Currently, I cannot think about anything else other than "noscript/basic (x)html" /IRC to get us out of this, at least for sites where such protocols are "good enough" to provide their services to users over internet. But how? Enlighten the "javascript web" brain-washed devs to make them realize how toxic what they do is? regulations (at least for critical sites)? And how to deal with the other sites: those which devs are scammers and perfectly aware of how toxic they are and keep doing it.

In my own country, for critical sites, I will probably have go to court since 'noscript/basic (x)html" interop was broken in the last few years.

tootahe45 4 years ago

Would be cool if there was something like this for Python. Last time i tried to scrape something interesting i found that one of Cloudflare's enterprise options was easily blocking all of the main http libraries due to the identifiable TLS handshake.

ricardo81 4 years ago
Are you sure they blocked you because of the handshake?
Always thought it was the myriad of cookies and expiry time of said cookies that tend to make non-browser clients more obvious to CF.
- tootahe45 4 years ago
  
  The site wasn't using it to block me, just to prompt a captcha, without doing so to 'real' browsers.
  The HTTP requests were exact copies of browser requests (in terms of how the server would've seen them), so it was something below HTTP. I ended up finding a lot of info about Cloudflare and the TLS stuff on StackOverflow, with others having similar issues. Someone even made an API to do the TLS stuff as a service, but was too expensive for me. https://pixeljets.com/blog/scrape-ninja-bypassing-cloudflare...
  
  1 reply →
tyingq 4 years ago

I think most of the scraping libraries have stagnated since it's hard to scrape without a headless browser these days...too many sites with client-side rendered content.

wswope 4 years ago

Very cool! Thanks for sharing - it’s always nice to learn about fingerprinting tricks and workarounds, from both a privacy and a “don’t unintentionally look like a bot” perspective.
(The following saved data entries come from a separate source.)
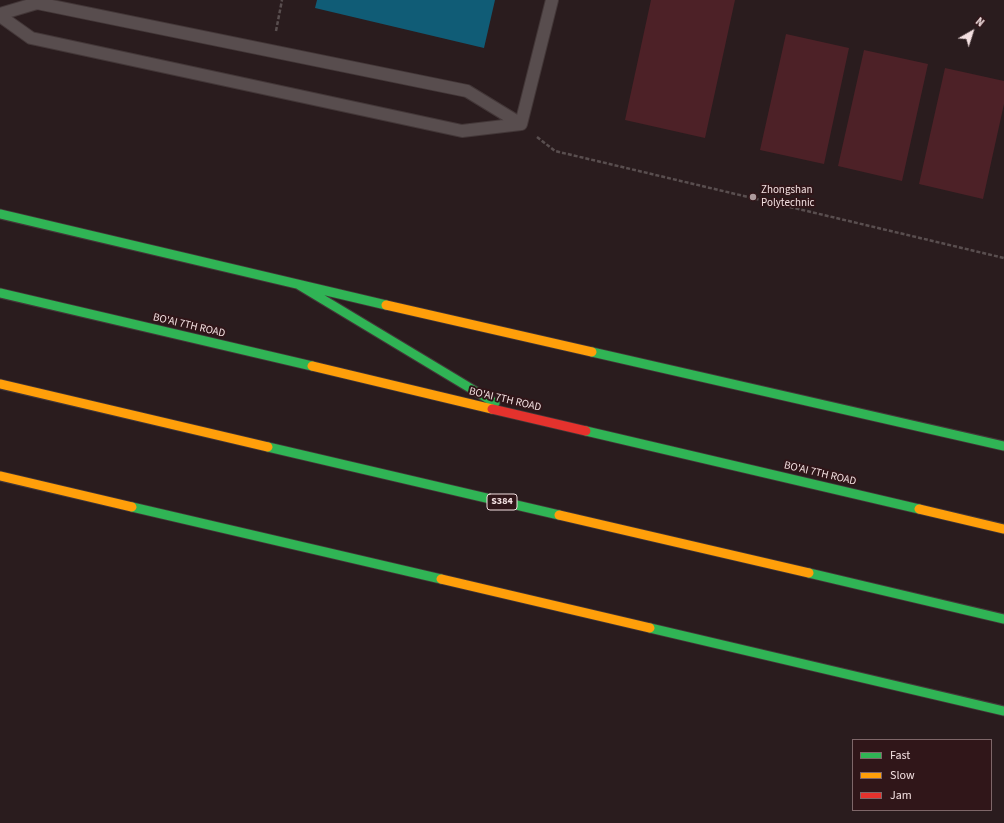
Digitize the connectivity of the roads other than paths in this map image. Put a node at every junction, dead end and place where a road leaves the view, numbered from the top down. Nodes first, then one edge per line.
1 (552, 0) edge
2 (0, 15) edge
3 (521, 124) junction
4 (0, 214) edge
5 (299, 285) junction
6 (0, 293) edge
7 (0, 384) edge
8 (513, 414) junction
9 (1004, 446) edge
10 (0, 476) edge
11 (1004, 529) edge
12 (1004, 619) edge
13 (1004, 711) edge

1 - 3 lane
2 - 3 lane
2 - 3 lane
4 - 5 main road
5 - 8 main road
5 - 9 main road
6 - 8 main road, BO'AI 7TH ROAD
7 - 12 main road, S384
8 - 11 main road, BO'AI 7TH ROAD
10 - 13 main road

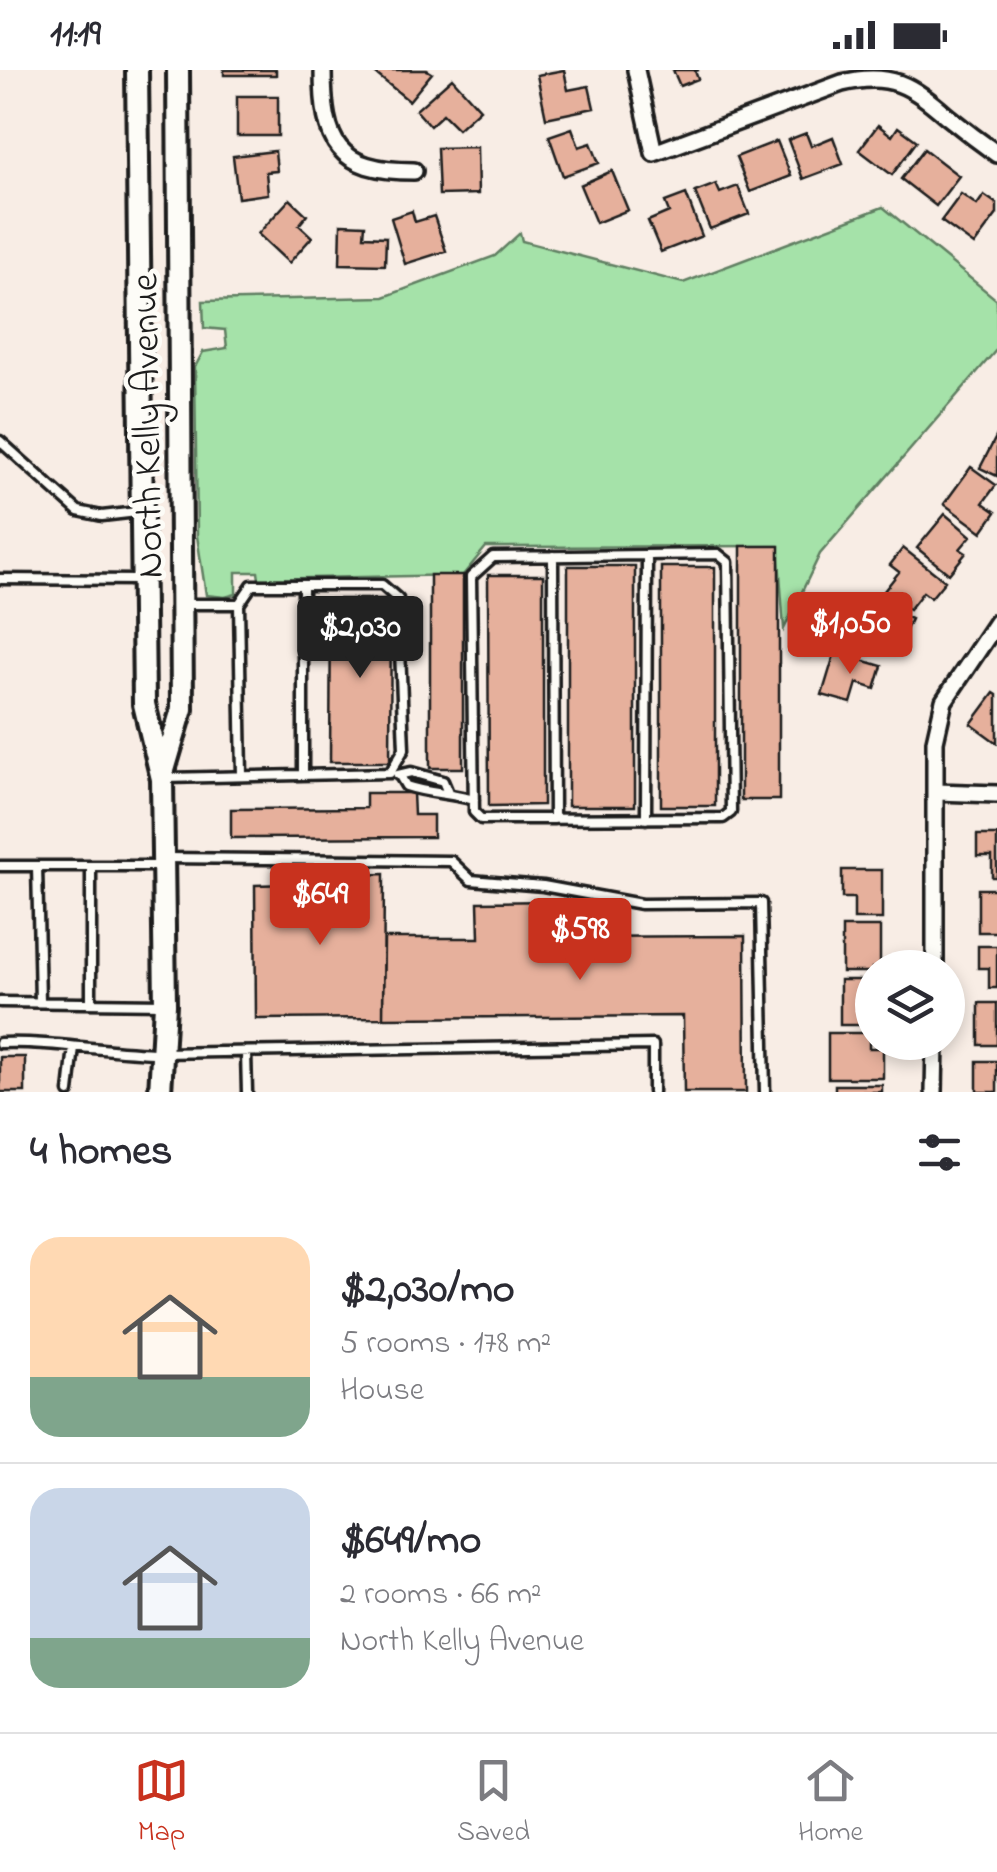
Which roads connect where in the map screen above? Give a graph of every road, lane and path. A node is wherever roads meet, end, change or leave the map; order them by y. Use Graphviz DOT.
graph roads {
  1 [pos="137,70"];
  2 [pos="178,70"];
  3 [pos="324,70"];
  4 [pos="636,70"];
  5 [pos="997,154"];
  6 [pos="414,171"];
  7 [pos="0,441"];
  8 [pos="142,511"];
  9 [pos="553,556"];
  10 [pos="646,556"];
  11 [pos="0,579"];
  12 [pos="144,580"];
  13 [pos="303,584"];
  14 [pos="182,604"];
  15 [pos="239,604"];
  16 [pos="997,622"];
  17 [pos="390,773"];
  18 [pos="303,775"];
  19 [pos="242,776"];
  20 [pos="400,776"];
  21 [pos="162,778"];
  22 [pos="936,792"];
  23 [pos="448,793"];
  24 [pos="997,794"];
  25 [pos="474,800"];
  26 [pos="646,818"];
  27 [pos="554,819"];
  28 [pos="164,862"];
  29 [pos="0,866"];
  30 [pos="38,866"];
  31 [pos="91,866"];
  32 [pos="935,950"];
  33 [pos="0,1002"];
  34 [pos="40,1002"];
  35 [pos="92,1002"];
  36 [pos="165,1004"];
  37 [pos="0,1042"];
  38 [pos="74,1047"];
  39 [pos="246,1052"];
  40 [pos="160,1053"];
  41 [pos="935,1060"];
  42 [pos="69,1092"];
  43 [pos="160,1092"];
  44 [pos="246,1092"];
  45 [pos="653,1092"];
  46 [pos="765,1092"];
  47 [pos="934,1092"];
  1 -- 8 [label="street, North Kelly Avenue"];
  2 -- 14 [label="street, North Kelly Avenue"];
  3 -- 6 [label="street"];
  4 -- 5 [label="street"];
  7 -- 8 [label="lane"];
  8 -- 12 [label="street, North Kelly Avenue"];
  9 -- 10 [label="lane"];
  9 -- 25 [label="lane"];
  9 -- 27 [label="lane"];
  10 -- 26 [label="lane"];
  10 -- 26 [label="lane"];
  11 -- 12 [label="lane"];
  12 -- 21 [label="street, North Kelly Avenue"];
  13 -- 15 [label="lane"];
  13 -- 17 [label="lane"];
  13 -- 18 [label="lane"];
  14 -- 15 [label="lane"];
  14 -- 21 [label="street, North Kelly Avenue"];
  15 -- 19 [label="lane"];
  16 -- 22 [label="street"];
  17 -- 18 [label="lane"];
  17 -- 20 [label="lane"];
  18 -- 19 [label="lane"];
  19 -- 21 [label="lane"];
  20 -- 23 [label="lane"];
  20 -- 23 [label="lane"];
  21 -- 28 [label="street, North Kelly Avenue"];
  22 -- 24 [label="street"];
  22 -- 32 [label="street"];
  23 -- 25 [label="lane"];
  25 -- 27 [label="lane"];
  26 -- 27 [label="lane"];
  28 -- 31 [label="lane"];
  28 -- 36 [label="street, North Kelly Avenue"];
  28 -- 46 [label="lane"];
  29 -- 30 [label="lane"];
  30 -- 31 [label="lane"];
  30 -- 34 [label="lane"];
  31 -- 35 [label="lane"];
  33 -- 34 [label="lane"];
  34 -- 35 [label="lane"];
  35 -- 36 [label="lane"];
  36 -- 40 [label="street, North Kelly Avenue"];
  37 -- 38 [label="lane"];
  38 -- 40 [label="lane"];
  38 -- 42 [label="lane"];
  39 -- 40 [label="lane"];
  39 -- 44 [label="lane"];
  39 -- 45 [label="lane"];
  40 -- 43 [label="street, North Kelly Avenue"];
  41 -- 47 [label="street"];
}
What inspired the project?

oefrha 4 years ago
Motivation is in the blog post: https://lwthiker.com/reversing/2022/02/17/curl-impersonate-f...
- jart 4 years ago
  
  Good blog post. Stuff like this makes me wonder if by 2030 (1) the internet will mostly consist of machine generated content; (2) machines written by normal people in Python won't be authorized to access the machine-generated content anymore due to Protectify; (3) most client traffic will originate from Protectify's network, so people like bloggers won't have any visibility into whether their readers are humans or machines; (4) video compression algorithms will become indistinguishable from deepfakes; and (5) airborne pathogens will make alternatives to the above impractical.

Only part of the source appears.